Aqui eu não sou homem ou mulher. Sou um adepto do crossdresing. Sou uma Crossdresser - CD ou CDzinha. Desde os 9 anos, adoro lingeries e roupas sexyes. Levo uma vida normal masculina e tenho uma vida clandestina feminina.

Me proponho aqui a falar um pouco de tudo, em especial das Crossdressers, dos transexuais, dos Travestis e da enorme comunidade
LGBT existente em todo o mundo.
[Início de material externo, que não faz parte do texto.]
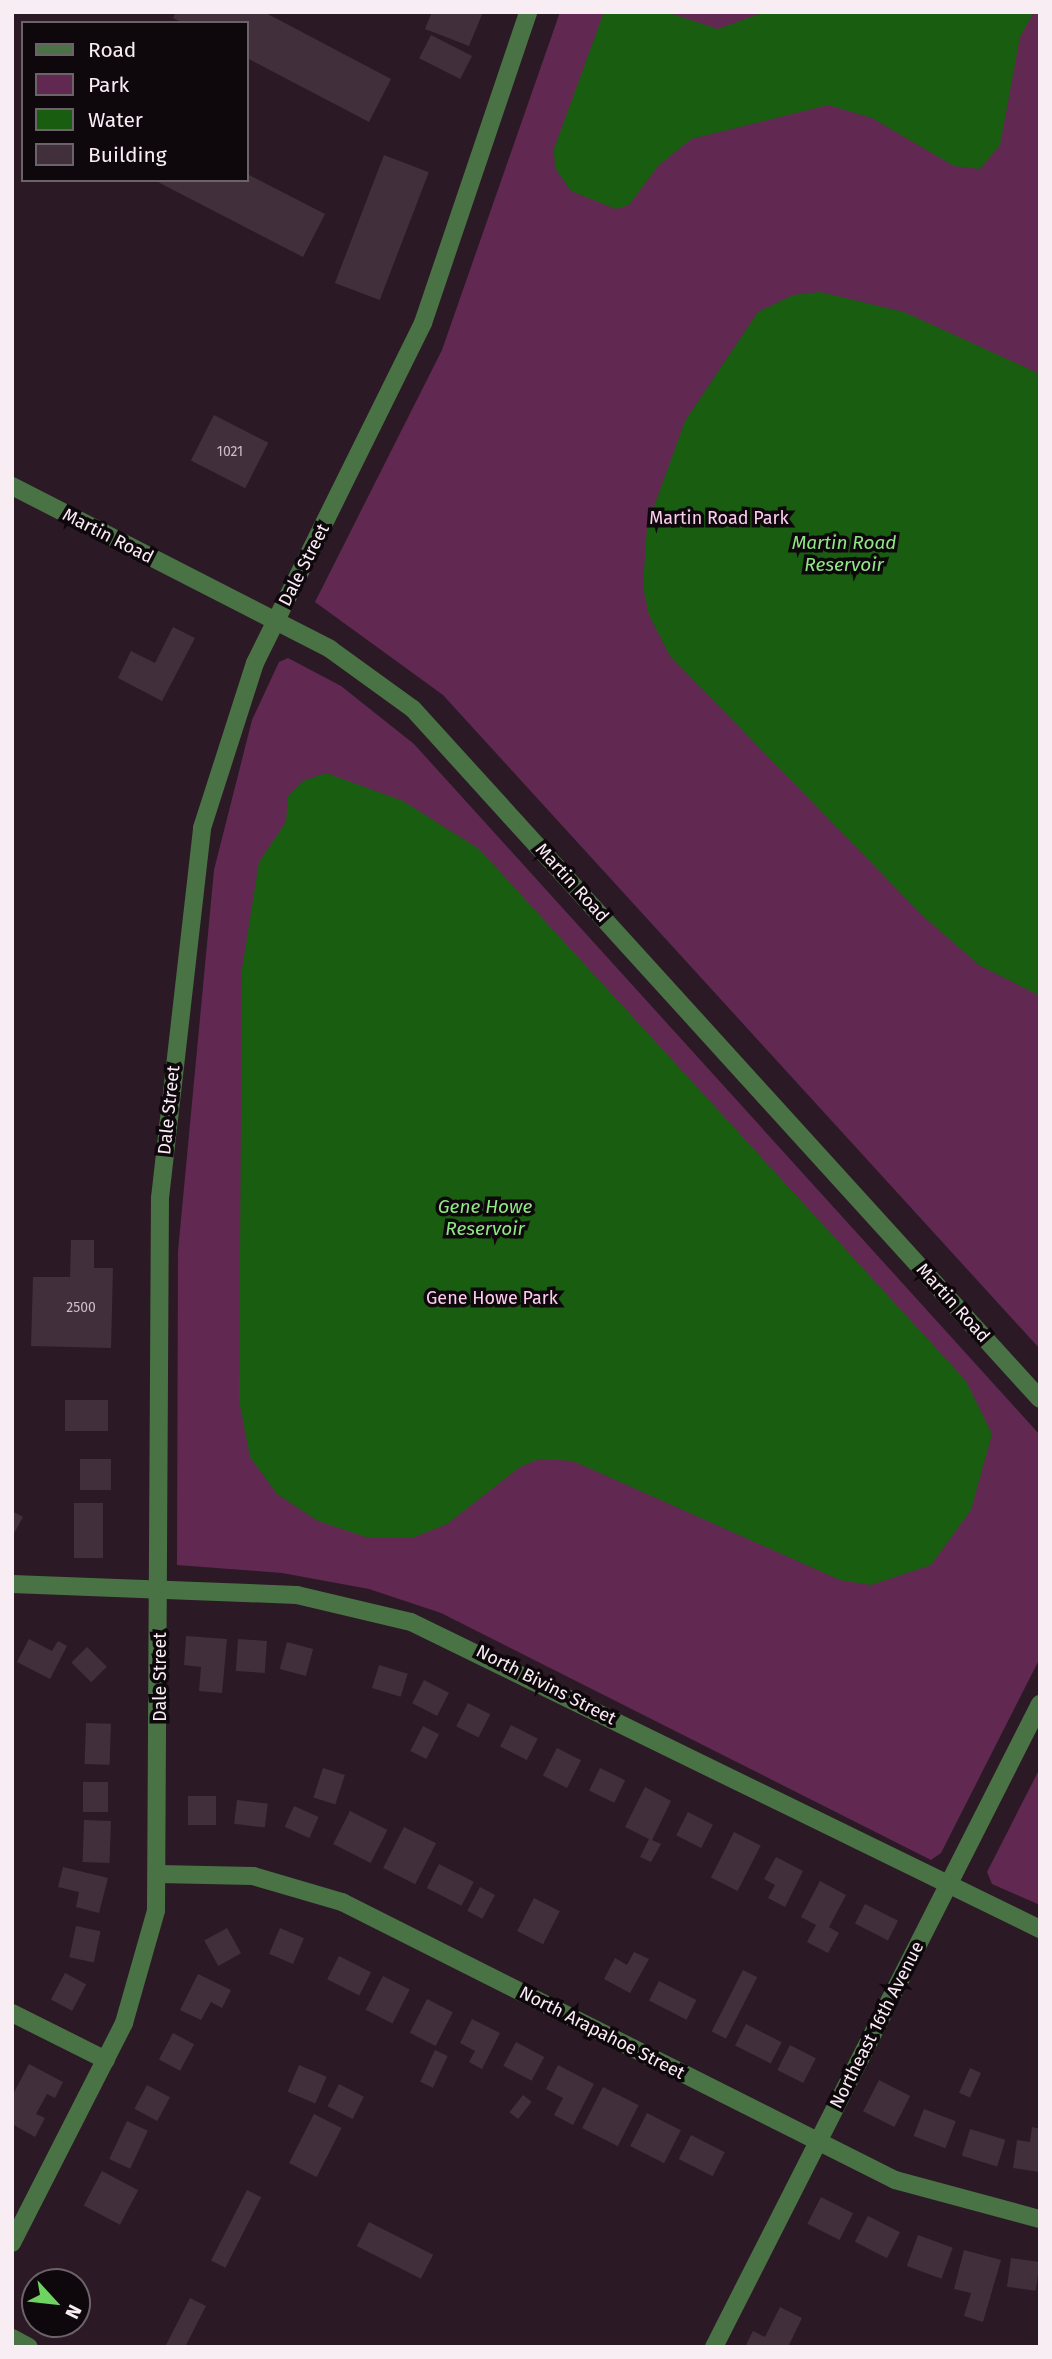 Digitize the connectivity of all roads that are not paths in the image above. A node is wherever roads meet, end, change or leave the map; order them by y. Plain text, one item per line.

Um estilo de vida complicado e confuso (para alguns)... Este espaço também se presta para expor a minha indignação quanto ao ódio e preconceito em geral.

Observo que esse é um blog onde parte do que aqui posto pode ser considerado como orientado sexualmente para adultos, ou seja, material destinado a pessoas maiores de 18 anos. Se você não atingiu ainda 18 anos, ou se este tipo de material ofende você, ou ainda se você está acessando a internet de algum país ou local onde este tipo de material é proibido por lei, NÃO siga 'navegando'.

Sou um Crossdresser {homem>mulher} casada {com mulher - que nada sabe} e não sou um 'pedaço de carne'.

Para aqueles que eventualmente perguntam sobre o porque do termo 'Crossdresser GG', eu informo que lógico que o termo trata das minhas medidas. Ja que de fato visto 'GG'. Entretanto alcunhei que 'GG' de Grande e Gorda, afinal minhas medidas numéricas femininas para Blusas, camisetas e vestidos são tamanho: 50 e Calças, bermudas, shorts e saias são tamanho: 50.